### [What to produce]
Show all lines containing "Sehat" from the data below.

### [Given records]
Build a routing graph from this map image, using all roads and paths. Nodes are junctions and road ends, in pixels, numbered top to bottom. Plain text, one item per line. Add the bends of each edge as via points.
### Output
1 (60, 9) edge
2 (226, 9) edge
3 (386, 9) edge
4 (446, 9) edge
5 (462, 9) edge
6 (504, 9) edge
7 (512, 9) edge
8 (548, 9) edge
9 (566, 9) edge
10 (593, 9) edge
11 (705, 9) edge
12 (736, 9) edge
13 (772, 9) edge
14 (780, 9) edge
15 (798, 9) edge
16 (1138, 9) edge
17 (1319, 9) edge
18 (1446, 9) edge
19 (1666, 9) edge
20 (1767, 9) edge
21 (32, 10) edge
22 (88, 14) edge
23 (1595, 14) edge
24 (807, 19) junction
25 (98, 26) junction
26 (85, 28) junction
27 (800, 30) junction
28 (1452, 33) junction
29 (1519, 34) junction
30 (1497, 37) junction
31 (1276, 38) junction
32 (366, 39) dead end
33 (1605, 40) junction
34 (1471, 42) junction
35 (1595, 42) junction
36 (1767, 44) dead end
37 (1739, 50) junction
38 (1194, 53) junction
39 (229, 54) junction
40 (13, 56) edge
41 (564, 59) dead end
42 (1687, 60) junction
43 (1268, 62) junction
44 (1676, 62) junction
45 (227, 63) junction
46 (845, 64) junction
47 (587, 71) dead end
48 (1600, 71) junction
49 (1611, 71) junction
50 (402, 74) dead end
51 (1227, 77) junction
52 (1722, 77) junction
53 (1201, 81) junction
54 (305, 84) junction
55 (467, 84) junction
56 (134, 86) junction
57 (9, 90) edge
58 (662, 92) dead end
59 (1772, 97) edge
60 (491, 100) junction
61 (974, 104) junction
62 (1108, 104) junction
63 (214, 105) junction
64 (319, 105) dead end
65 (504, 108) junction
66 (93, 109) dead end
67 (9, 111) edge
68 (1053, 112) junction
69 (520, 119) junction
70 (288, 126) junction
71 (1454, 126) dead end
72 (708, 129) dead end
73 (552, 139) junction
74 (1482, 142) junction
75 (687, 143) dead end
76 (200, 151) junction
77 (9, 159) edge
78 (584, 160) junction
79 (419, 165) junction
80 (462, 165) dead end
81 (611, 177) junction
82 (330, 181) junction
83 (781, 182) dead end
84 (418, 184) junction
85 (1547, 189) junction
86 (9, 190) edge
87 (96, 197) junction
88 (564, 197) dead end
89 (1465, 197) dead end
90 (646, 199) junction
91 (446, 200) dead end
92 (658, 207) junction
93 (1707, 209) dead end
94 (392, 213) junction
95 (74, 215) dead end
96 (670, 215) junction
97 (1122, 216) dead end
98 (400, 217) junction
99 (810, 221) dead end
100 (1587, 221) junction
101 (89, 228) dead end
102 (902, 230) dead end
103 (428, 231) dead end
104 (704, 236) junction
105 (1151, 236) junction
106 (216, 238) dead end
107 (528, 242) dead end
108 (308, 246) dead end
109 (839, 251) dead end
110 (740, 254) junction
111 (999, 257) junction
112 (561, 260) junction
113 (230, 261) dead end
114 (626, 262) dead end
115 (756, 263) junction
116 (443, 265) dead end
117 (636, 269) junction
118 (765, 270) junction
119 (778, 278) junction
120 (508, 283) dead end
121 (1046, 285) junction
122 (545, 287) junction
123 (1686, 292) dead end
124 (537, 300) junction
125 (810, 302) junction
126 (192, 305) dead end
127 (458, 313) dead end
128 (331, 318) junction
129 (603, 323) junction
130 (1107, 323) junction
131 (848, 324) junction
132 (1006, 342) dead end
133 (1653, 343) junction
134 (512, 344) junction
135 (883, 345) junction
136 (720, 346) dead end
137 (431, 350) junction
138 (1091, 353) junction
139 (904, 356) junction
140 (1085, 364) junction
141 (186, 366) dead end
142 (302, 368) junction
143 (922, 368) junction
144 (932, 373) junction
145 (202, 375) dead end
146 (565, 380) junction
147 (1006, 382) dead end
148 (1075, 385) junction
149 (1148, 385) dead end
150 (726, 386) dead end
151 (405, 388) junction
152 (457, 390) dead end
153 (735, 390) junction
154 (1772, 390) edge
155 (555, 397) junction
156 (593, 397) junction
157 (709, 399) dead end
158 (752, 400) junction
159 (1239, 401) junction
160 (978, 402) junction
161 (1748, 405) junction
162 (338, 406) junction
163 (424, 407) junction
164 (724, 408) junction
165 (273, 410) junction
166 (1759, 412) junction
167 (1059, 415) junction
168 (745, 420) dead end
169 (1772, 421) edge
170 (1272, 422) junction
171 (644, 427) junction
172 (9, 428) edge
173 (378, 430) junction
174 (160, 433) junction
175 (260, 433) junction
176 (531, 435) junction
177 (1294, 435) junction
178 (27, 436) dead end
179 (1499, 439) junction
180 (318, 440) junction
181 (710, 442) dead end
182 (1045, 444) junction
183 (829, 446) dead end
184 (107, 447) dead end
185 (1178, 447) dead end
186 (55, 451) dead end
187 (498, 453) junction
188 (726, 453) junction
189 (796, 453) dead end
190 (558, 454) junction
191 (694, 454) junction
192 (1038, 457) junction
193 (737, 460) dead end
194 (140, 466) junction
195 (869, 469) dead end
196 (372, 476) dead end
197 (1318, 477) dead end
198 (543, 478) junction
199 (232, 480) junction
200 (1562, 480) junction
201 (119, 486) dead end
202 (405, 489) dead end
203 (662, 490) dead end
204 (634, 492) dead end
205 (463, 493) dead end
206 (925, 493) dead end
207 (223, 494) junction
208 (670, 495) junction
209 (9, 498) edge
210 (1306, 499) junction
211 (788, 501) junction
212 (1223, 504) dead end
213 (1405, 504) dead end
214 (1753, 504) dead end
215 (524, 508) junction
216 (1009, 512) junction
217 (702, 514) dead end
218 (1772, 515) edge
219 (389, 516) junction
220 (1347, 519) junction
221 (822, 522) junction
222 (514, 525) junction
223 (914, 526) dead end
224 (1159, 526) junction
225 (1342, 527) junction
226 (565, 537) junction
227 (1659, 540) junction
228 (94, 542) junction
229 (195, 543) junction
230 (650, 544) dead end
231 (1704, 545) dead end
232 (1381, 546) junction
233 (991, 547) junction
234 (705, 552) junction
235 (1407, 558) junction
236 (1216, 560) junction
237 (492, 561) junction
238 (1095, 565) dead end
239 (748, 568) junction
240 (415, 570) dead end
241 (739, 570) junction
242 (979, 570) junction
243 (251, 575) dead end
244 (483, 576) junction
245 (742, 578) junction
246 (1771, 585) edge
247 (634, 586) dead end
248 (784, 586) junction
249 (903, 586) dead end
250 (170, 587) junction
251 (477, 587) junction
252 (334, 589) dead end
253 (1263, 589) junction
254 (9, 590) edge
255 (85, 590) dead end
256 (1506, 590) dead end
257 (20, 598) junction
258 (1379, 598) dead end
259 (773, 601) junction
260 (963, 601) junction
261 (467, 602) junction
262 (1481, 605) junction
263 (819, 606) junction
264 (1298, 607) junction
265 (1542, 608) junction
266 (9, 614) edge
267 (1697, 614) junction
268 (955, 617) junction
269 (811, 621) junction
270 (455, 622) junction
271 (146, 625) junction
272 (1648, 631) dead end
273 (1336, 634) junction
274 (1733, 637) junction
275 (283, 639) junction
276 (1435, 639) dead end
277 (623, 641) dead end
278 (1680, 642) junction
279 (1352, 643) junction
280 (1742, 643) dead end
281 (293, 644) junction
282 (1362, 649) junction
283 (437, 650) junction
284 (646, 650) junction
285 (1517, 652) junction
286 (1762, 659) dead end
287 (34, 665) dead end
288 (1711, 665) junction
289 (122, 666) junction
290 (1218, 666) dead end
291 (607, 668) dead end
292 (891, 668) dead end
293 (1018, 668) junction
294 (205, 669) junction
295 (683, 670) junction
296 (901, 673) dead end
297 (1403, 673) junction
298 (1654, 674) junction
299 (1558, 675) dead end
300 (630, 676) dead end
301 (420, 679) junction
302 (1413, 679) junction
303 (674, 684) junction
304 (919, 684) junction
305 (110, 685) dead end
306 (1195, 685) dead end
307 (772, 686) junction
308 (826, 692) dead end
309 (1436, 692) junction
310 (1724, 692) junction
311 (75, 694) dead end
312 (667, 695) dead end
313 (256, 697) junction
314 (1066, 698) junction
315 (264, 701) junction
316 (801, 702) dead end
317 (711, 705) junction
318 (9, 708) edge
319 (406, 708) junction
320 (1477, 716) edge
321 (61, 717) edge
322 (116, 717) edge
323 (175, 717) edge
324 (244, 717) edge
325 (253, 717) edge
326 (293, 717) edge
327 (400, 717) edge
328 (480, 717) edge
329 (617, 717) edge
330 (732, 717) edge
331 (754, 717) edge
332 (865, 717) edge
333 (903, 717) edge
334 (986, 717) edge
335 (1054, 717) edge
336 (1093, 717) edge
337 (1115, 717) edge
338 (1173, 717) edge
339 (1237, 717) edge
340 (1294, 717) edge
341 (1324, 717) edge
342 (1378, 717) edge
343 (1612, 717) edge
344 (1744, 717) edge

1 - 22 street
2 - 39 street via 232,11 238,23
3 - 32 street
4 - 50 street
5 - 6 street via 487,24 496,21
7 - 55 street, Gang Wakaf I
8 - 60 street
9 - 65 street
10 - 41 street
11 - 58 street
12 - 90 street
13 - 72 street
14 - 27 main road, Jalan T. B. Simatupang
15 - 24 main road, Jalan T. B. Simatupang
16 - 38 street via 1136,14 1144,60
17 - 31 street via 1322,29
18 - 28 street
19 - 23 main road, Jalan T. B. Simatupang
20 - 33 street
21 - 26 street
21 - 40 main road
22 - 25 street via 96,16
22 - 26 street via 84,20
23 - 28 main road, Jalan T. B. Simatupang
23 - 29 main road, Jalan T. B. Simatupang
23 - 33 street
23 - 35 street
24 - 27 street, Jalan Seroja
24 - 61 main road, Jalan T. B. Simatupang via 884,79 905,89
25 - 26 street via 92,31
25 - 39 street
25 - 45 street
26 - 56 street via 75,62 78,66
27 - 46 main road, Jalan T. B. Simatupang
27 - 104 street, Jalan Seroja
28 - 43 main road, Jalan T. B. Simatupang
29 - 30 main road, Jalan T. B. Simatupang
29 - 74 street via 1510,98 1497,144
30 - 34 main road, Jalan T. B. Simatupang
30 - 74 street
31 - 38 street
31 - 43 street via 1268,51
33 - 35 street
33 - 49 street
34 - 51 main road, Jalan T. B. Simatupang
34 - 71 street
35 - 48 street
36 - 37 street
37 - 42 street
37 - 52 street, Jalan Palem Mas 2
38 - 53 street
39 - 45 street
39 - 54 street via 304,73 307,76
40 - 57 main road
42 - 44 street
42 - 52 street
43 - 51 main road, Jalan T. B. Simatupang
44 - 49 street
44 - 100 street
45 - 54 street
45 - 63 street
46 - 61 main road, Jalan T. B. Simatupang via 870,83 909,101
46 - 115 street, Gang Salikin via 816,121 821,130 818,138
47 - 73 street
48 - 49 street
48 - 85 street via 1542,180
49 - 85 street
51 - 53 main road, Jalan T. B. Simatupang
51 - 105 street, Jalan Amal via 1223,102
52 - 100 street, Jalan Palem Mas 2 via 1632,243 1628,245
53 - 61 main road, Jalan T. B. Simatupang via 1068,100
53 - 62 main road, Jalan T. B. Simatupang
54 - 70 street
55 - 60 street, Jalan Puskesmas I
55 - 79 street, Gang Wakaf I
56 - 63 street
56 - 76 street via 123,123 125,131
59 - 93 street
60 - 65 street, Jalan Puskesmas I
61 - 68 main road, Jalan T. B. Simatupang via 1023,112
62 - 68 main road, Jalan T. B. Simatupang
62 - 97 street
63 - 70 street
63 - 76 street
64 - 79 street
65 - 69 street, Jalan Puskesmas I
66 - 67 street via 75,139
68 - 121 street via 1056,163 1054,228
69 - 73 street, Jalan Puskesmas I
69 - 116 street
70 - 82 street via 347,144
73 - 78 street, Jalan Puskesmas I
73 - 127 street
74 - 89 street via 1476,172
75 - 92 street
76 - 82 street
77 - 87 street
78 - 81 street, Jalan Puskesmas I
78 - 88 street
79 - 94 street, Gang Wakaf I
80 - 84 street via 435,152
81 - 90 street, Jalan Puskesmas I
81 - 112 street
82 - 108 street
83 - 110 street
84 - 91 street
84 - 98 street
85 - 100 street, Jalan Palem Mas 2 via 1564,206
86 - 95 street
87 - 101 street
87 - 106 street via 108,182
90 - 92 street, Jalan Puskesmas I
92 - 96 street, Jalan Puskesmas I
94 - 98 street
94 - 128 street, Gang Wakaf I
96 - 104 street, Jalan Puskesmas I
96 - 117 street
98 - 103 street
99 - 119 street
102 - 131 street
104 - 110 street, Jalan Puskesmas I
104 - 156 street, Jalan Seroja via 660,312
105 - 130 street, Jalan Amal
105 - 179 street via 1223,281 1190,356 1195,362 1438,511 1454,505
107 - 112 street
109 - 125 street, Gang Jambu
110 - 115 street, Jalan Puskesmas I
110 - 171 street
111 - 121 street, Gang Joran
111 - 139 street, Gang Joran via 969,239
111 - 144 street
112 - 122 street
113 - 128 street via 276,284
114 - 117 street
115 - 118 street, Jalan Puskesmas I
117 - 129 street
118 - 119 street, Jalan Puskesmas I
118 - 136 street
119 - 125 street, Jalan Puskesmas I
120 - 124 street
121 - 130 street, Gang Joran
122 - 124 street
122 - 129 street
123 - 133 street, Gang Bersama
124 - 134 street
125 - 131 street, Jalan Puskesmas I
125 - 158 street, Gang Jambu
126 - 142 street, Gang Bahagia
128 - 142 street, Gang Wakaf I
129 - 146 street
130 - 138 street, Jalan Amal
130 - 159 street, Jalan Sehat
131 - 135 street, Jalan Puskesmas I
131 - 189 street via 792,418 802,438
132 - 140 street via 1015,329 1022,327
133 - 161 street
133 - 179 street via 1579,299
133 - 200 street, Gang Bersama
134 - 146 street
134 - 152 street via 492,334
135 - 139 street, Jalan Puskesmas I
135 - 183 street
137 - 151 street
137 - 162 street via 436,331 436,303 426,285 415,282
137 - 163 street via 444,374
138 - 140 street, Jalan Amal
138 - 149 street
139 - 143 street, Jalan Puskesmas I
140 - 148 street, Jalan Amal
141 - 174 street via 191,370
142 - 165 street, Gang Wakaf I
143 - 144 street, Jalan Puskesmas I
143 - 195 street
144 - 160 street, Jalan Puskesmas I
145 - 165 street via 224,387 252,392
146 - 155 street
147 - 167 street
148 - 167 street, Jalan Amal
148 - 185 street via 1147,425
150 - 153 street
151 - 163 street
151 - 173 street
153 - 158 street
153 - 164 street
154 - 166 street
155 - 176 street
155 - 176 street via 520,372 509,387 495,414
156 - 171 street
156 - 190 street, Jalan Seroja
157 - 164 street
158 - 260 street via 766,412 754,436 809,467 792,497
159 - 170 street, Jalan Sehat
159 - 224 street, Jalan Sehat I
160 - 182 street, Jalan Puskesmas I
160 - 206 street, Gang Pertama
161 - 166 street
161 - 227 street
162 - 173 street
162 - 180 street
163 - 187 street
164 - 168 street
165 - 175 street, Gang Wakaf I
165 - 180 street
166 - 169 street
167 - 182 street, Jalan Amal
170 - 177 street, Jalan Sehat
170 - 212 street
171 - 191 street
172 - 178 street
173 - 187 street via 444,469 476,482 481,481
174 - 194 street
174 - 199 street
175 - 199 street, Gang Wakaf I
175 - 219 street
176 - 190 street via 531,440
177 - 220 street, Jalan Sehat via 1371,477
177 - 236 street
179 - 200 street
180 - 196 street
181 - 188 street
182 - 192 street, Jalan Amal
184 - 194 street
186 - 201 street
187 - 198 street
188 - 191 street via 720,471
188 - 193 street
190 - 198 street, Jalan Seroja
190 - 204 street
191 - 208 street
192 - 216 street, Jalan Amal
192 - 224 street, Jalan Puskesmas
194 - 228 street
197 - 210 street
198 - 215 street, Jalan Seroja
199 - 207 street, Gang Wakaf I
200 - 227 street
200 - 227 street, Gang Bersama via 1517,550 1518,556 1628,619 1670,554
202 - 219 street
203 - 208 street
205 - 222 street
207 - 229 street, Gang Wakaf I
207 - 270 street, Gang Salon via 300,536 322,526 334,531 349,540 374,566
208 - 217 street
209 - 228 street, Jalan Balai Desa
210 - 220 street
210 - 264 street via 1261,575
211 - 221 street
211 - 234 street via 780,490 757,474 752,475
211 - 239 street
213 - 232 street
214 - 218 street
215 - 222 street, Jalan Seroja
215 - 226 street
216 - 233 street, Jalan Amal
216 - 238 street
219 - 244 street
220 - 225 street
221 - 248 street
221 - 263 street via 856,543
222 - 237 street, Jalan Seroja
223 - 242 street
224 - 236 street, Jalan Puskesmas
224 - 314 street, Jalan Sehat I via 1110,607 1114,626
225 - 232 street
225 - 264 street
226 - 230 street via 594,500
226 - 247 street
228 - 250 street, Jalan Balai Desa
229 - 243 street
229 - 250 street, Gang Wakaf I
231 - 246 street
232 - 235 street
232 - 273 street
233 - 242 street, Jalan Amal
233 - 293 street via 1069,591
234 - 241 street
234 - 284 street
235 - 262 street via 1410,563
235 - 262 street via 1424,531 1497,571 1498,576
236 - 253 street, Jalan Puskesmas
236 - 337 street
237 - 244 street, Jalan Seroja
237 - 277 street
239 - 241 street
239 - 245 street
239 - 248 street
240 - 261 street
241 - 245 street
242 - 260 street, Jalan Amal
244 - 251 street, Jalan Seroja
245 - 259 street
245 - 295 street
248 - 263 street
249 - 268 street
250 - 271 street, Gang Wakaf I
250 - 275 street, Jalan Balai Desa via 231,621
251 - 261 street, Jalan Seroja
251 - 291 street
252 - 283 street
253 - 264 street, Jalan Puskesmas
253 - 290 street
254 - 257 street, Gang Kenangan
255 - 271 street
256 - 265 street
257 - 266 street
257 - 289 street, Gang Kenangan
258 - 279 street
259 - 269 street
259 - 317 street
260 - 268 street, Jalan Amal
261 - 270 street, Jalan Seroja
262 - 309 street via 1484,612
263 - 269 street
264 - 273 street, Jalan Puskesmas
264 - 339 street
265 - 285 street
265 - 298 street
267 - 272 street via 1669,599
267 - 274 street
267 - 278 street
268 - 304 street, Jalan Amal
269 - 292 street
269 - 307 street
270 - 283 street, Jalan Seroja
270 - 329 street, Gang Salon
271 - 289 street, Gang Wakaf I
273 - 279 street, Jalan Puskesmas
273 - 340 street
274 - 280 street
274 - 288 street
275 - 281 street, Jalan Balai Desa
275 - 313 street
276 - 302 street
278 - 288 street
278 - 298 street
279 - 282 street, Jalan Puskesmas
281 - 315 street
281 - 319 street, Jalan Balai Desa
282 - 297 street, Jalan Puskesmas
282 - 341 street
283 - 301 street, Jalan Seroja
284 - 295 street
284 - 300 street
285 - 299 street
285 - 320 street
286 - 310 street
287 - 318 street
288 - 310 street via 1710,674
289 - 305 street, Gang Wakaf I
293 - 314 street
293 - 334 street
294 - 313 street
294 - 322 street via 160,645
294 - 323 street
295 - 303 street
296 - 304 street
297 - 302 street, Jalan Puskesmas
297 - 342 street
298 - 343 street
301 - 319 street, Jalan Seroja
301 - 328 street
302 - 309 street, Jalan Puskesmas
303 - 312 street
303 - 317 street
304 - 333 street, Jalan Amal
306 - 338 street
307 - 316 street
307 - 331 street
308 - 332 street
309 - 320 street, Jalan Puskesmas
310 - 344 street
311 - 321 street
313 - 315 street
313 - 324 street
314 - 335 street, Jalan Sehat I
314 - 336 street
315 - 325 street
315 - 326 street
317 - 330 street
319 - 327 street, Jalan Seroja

### [Response to this task]
130 - 159 street, Jalan Sehat
159 - 170 street, Jalan Sehat
159 - 224 street, Jalan Sehat I
170 - 177 street, Jalan Sehat
177 - 220 street, Jalan Sehat via 1371,477
224 - 314 street, Jalan Sehat I via 1110,607 1114,626
314 - 335 street, Jalan Sehat I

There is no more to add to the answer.